What lines of the data hold the string "letter"? Copy them all.

-- Opening Marker --

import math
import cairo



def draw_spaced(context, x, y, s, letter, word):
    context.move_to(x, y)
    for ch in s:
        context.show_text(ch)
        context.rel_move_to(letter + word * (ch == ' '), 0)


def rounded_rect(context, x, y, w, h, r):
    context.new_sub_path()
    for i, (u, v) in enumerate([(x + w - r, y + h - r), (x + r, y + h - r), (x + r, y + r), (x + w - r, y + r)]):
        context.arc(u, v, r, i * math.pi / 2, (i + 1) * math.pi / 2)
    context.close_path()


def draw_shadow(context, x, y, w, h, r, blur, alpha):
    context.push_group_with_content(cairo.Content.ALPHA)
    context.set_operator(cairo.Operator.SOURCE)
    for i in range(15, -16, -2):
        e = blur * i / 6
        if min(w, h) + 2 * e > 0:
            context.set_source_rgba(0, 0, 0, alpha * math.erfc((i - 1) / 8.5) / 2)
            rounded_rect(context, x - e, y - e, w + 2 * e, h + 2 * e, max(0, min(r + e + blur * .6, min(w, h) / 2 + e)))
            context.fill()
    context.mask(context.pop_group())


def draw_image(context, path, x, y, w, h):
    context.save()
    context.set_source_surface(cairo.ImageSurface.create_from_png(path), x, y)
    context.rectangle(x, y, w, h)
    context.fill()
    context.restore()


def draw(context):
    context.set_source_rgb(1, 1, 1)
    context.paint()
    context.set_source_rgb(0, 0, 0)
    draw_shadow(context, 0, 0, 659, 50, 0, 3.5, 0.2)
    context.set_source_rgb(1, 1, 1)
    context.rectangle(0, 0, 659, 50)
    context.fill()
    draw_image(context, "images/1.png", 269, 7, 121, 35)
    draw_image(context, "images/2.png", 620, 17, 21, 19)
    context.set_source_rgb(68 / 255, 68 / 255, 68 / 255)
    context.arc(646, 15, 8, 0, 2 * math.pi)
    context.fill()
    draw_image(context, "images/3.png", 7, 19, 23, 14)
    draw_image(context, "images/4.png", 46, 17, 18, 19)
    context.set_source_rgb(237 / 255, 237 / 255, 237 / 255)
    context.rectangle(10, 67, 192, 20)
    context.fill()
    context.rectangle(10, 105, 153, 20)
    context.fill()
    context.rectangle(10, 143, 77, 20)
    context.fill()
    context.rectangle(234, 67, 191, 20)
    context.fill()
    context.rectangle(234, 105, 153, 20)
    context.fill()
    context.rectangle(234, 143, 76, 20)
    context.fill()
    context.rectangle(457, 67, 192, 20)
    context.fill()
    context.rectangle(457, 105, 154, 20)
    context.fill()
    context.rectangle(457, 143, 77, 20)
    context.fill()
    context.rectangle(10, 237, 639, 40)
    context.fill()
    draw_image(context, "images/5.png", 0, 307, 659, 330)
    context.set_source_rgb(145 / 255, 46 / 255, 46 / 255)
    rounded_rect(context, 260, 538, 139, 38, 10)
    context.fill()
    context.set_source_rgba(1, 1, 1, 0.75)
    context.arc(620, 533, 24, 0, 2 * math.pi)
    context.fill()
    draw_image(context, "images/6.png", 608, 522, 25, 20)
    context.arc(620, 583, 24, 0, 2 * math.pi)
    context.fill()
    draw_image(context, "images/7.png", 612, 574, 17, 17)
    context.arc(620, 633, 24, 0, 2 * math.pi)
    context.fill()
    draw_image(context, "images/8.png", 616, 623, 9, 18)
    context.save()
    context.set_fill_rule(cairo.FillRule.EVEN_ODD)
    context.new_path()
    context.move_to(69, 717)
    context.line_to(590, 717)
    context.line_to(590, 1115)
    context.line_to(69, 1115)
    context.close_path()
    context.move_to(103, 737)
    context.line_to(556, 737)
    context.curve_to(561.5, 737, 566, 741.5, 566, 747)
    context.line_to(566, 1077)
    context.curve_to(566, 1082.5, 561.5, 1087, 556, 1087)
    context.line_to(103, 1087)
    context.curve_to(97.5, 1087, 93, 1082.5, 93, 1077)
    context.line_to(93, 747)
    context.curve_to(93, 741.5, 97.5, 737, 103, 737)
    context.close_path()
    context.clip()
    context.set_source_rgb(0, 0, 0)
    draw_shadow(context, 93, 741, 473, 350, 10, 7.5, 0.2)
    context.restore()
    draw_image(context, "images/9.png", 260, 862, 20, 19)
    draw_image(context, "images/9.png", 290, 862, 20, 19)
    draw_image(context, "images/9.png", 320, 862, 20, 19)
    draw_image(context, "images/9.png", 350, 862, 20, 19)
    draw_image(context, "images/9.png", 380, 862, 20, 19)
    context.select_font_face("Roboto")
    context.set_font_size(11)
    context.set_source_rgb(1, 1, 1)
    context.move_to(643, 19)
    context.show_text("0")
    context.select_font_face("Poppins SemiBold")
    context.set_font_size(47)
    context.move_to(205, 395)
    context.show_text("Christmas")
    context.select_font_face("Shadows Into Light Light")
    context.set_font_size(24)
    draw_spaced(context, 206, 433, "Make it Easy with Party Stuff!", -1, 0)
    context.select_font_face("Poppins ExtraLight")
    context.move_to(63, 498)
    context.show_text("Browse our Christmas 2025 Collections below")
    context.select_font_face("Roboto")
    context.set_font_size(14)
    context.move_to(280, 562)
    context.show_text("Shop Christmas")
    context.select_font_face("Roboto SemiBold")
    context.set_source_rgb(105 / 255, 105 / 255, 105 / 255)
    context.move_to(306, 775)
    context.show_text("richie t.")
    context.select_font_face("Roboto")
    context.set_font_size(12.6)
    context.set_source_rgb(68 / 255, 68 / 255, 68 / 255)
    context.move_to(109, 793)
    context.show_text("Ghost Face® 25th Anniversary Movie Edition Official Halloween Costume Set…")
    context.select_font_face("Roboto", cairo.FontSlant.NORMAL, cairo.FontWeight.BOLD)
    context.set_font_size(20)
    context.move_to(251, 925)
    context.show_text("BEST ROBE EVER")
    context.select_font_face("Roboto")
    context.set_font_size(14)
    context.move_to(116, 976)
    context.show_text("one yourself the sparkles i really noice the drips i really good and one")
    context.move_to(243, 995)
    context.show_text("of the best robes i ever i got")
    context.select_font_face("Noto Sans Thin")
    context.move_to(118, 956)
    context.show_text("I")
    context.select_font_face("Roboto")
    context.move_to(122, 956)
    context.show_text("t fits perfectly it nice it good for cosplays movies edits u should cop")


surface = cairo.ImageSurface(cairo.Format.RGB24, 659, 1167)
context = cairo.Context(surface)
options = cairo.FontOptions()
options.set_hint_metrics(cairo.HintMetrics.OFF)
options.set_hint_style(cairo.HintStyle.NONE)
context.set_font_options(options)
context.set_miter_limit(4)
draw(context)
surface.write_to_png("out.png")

-- Closing Marker --

__ANSWER TO THIS TASK__:
def draw_spaced(context, x, y, s, letter, word):
        context.rel_move_to(letter + word * (ch == ' '), 0)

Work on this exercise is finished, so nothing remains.